Basic Instructions falls somewhere in the middle. It's got characters in their settings, but it does not provide any depth to them. It lacks a sense of understanding or identifying with characters -- the way you do when you see something and imagine that it could well be straight out of that particular comic strip. I can observe something at office and call it a Dilbert moment. Characters make strips funnier, and some times they alone make the strip funny.
I doubt that the above strip would appear as funny if I came across it on xkdc. Watterson afforded himself so much breadth and depth within the boundaries of 6yr old that it boggles my mind. That's why I believe Calvin and Hobbes was the best comic strip ever created, yes better than Dilbert. Others tried to play in the similar setting of childhood and couldn't score at all. Dennis the menace often comes across as an adult's contrived view of a child's mind. Tiger hurts my brain. With his views on politics, society and science, with Spaceman Spiff, Stupendous Man, dinosaurs and scientific inventions, Calvin blazed a trail. There's no one else within miles of it.

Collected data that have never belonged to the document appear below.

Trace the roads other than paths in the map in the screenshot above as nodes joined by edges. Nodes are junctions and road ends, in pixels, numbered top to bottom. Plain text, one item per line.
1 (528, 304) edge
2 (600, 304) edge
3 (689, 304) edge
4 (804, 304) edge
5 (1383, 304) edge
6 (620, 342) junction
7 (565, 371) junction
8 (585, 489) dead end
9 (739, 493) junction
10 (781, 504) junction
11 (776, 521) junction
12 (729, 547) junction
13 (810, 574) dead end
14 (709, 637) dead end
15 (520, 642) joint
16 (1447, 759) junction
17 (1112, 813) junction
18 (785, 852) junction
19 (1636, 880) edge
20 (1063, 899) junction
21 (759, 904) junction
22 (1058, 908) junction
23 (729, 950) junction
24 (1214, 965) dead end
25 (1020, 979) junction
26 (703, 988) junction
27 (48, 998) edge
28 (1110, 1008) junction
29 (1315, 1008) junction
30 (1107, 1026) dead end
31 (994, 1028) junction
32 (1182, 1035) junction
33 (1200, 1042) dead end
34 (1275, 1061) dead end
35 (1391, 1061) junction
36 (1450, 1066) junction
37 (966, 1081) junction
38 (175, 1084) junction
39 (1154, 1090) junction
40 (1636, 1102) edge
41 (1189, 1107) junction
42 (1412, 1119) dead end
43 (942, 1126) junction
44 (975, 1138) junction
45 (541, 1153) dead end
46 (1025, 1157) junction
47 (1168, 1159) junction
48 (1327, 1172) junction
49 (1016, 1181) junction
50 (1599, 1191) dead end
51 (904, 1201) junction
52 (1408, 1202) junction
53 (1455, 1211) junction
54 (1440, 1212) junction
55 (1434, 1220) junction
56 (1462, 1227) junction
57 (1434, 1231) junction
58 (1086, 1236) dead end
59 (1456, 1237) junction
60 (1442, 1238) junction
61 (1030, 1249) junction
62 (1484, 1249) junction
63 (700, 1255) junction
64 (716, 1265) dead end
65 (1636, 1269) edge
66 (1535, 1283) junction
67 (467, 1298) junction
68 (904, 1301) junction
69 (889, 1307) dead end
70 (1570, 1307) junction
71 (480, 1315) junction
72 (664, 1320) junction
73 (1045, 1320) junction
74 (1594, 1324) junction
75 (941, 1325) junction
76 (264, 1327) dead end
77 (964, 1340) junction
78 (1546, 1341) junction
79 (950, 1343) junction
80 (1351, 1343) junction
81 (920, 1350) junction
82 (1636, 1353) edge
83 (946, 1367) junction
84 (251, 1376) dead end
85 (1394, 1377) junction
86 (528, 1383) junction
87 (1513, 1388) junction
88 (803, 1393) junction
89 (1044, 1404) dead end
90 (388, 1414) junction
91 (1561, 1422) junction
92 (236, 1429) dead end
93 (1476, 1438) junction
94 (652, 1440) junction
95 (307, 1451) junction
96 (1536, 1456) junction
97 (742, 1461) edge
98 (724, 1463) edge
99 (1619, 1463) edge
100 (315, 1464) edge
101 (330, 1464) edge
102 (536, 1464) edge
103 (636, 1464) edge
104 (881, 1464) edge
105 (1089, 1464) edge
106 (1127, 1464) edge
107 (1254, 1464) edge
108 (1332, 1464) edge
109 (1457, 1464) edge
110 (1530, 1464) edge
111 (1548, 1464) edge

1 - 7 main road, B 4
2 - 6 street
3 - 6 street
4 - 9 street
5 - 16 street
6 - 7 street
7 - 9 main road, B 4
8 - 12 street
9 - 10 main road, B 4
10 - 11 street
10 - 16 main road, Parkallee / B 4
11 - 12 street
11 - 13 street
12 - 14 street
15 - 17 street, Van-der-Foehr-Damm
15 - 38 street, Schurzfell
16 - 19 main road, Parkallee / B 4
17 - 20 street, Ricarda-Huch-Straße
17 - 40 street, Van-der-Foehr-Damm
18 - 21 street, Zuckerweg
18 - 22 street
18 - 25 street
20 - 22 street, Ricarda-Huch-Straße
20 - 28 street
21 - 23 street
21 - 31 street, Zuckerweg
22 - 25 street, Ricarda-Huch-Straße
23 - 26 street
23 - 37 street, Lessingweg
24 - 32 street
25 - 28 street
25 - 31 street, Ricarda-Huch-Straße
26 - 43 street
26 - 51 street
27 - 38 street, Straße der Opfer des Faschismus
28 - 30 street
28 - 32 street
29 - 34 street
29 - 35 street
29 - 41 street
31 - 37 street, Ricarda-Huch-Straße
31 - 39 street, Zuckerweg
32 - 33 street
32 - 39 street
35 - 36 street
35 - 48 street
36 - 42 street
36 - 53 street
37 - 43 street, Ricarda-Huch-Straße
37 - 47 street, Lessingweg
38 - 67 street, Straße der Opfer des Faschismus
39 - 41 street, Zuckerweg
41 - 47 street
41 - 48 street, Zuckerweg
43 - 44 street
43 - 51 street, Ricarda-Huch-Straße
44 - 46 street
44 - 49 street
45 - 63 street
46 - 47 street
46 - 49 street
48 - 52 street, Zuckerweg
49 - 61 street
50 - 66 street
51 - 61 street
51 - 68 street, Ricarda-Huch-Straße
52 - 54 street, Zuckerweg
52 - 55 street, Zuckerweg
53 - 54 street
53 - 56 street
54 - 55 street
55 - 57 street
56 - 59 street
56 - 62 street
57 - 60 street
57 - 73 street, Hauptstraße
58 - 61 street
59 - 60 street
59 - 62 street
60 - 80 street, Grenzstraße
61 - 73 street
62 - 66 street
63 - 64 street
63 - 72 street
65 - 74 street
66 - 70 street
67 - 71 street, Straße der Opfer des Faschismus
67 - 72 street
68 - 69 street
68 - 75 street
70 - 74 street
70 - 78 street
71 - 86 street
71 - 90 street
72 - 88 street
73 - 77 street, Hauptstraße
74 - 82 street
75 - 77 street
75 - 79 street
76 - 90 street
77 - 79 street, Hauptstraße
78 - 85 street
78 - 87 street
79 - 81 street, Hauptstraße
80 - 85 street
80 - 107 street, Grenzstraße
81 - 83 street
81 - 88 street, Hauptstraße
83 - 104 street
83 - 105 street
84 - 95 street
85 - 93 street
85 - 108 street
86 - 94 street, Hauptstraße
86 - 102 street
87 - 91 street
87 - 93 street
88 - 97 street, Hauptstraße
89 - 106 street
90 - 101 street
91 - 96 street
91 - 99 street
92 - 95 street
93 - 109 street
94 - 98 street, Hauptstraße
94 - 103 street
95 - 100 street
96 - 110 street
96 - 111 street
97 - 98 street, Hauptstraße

The comic medium makes it possible to capture imagination and present allegories without sounding ludicrous or out of place. How can a necktie always point up? What's with the menagerie in the office? Few cartoonists grab this opportunity. Perhaps you can tell a comic genius by the way he/she creates an endless stream of ideas from a few drops of imagination. They think out of the box while staying within allotted rectangles.
This is a reason I believe Jorge Cham may be running out of ideas. It struck to me as odd when he compromised the first rule of comic strips (if there is such a rule): well defined characters and settings. With Tajel's wedding and Slackenerny's promotion to PostDoc, he seems to have resorted to a soap-operatic way of advancing the strip where interludes would have sufficed. This may serve as a bad precedent for his strip.
I don't think Dilbert will ever become a permanent manager. If Watterson were still drawing, Calvin would still be a 6yr old, and the comic would still rock.